Instructions for the task - Check each line of the material, and show the ones that include the word "points".
=-=-=-=-=
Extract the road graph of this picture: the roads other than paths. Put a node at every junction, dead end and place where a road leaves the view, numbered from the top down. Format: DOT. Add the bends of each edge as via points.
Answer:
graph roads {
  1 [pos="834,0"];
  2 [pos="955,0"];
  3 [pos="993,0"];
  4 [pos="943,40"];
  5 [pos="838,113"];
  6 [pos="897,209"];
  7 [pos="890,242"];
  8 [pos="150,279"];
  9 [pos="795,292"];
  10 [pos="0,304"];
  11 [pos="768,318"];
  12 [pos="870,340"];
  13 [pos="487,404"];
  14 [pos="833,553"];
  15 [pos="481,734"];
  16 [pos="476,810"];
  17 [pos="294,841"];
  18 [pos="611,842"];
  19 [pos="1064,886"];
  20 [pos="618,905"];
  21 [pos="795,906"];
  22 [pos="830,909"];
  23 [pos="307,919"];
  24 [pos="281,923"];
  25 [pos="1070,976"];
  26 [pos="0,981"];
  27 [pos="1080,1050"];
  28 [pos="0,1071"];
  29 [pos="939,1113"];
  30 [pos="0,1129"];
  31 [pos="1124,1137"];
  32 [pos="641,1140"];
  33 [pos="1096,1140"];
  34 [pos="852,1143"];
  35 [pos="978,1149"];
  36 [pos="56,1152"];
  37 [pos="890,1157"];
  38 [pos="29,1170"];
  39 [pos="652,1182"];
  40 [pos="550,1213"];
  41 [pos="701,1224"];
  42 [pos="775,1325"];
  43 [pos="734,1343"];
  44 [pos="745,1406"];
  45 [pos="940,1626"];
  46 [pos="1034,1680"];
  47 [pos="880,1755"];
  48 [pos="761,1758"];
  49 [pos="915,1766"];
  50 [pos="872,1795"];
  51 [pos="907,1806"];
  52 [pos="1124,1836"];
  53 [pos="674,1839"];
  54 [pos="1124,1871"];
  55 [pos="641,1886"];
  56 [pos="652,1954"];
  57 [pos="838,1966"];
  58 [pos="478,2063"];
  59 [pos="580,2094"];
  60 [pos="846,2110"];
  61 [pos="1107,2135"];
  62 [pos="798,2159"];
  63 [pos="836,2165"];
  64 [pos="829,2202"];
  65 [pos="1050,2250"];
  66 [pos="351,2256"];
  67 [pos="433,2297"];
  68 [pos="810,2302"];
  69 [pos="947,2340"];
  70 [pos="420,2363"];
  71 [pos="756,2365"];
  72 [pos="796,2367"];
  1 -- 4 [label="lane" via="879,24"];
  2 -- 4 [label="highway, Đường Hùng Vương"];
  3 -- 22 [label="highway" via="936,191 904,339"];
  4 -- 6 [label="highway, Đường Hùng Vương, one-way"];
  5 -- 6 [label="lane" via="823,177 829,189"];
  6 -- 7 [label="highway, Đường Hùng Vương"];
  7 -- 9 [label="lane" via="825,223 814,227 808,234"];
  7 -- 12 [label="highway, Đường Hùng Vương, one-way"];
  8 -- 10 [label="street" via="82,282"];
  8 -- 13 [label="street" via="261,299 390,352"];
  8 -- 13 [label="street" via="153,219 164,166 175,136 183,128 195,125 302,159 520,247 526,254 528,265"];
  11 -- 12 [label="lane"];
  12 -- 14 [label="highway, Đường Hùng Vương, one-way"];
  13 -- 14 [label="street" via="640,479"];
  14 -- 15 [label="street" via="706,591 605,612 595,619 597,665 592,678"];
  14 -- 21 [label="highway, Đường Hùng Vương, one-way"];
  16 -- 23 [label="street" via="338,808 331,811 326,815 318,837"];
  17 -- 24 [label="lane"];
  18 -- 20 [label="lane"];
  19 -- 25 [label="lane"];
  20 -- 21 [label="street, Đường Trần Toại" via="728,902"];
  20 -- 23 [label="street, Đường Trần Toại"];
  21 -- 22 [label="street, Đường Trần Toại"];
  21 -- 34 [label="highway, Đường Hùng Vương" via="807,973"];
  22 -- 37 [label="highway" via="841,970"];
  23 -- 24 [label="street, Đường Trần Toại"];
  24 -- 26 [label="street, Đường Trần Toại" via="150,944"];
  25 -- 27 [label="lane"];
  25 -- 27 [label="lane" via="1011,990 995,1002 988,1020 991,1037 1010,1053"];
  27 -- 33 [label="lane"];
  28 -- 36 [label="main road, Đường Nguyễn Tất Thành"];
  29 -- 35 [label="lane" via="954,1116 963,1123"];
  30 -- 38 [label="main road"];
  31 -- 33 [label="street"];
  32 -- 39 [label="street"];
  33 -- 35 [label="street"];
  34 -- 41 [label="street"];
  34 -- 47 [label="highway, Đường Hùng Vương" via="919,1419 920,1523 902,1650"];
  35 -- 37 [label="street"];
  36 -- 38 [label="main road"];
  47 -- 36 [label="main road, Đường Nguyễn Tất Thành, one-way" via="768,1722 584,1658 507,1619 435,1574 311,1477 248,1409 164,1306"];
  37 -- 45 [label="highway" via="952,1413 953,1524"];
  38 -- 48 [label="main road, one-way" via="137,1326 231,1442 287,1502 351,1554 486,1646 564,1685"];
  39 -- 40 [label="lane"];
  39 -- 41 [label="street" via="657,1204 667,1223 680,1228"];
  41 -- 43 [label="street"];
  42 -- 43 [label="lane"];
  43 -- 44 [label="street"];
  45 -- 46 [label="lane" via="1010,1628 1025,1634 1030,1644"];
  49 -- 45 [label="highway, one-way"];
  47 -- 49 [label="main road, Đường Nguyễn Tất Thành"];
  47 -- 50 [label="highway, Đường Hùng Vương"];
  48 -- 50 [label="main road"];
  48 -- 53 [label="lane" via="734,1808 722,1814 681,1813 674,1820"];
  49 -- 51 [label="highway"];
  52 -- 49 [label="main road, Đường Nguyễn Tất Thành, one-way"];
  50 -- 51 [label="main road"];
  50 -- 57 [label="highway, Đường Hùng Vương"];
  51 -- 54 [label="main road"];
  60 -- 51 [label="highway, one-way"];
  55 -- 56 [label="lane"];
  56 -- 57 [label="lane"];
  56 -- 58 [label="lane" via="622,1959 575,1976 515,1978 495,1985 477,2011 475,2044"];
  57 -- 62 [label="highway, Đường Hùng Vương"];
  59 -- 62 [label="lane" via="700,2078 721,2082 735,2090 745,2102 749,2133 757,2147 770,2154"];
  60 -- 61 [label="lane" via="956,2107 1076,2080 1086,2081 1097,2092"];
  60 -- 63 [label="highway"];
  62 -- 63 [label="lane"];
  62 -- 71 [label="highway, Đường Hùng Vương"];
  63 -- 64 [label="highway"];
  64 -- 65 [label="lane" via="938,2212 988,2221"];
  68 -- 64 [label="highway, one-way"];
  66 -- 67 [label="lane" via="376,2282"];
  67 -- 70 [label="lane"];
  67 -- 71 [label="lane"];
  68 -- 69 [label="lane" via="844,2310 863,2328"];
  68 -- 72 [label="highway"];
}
=-=-=-=-=
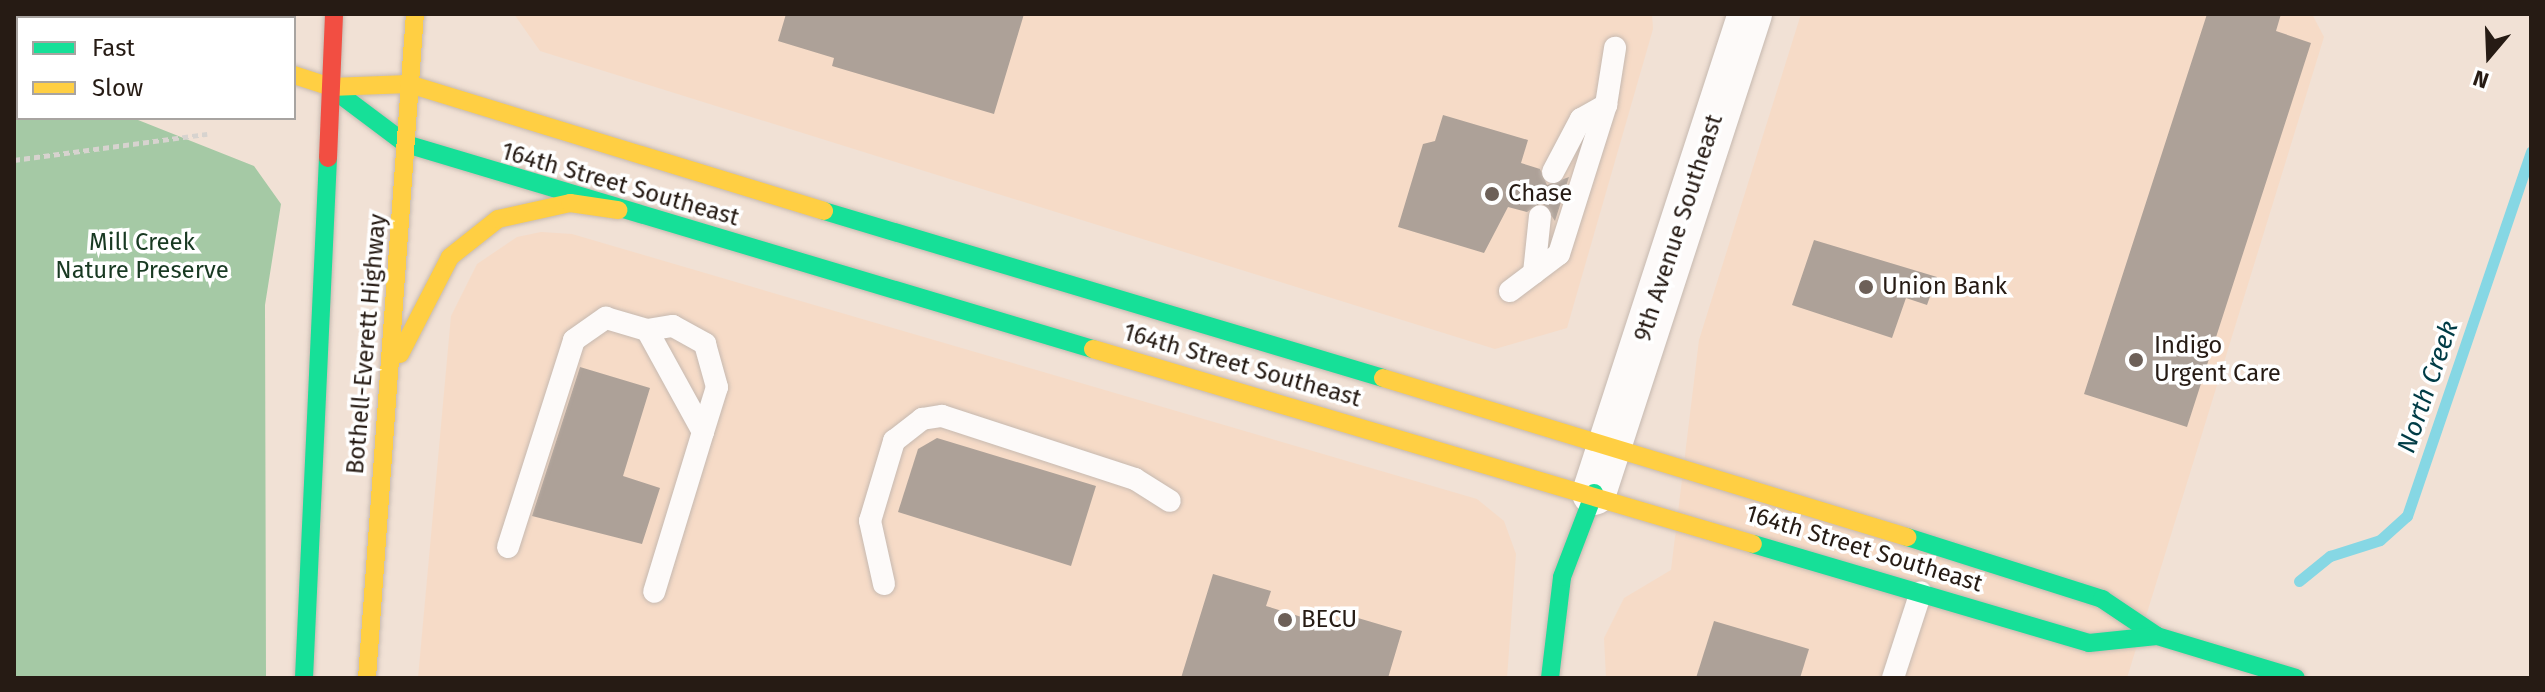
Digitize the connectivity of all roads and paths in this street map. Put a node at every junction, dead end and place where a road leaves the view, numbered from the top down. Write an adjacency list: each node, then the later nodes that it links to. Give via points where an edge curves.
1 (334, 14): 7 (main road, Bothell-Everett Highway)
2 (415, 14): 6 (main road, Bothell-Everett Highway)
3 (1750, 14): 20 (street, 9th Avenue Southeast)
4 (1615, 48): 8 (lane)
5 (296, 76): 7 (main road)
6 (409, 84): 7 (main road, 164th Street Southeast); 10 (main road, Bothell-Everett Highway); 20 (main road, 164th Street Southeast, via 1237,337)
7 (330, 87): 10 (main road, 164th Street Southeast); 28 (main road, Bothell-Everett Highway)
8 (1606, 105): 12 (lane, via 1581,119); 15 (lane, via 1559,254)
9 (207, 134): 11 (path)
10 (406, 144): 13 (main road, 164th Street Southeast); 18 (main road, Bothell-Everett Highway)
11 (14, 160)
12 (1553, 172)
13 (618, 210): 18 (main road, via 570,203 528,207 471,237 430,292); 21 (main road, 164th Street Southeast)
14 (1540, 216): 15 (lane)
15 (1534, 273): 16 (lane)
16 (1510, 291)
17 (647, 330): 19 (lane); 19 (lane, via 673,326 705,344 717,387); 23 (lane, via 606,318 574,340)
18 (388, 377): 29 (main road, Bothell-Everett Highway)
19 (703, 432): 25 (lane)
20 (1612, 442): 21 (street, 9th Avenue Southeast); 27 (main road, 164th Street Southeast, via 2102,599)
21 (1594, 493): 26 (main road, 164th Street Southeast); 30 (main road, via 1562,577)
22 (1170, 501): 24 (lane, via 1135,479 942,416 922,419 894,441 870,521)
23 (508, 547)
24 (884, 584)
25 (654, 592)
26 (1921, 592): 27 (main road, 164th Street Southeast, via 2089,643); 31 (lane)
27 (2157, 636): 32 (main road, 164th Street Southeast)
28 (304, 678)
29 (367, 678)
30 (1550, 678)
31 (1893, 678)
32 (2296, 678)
=-=-=-=-=
Exercise output -
Extract the road graph of this picture: the roads other than paths. Put a node at every junction, dead end and place where a road leaves the view, numbered from the top down. Format: DOT. Add the bends of each edge as via points.
Digitize the connectivity of all roads and paths in this street map. Put a node at every junction, dead end and place where a road leaves the view, numbered from the top down. Write an adjacency list: each node, then the later nodes that it links to. Give via points where an edge curves.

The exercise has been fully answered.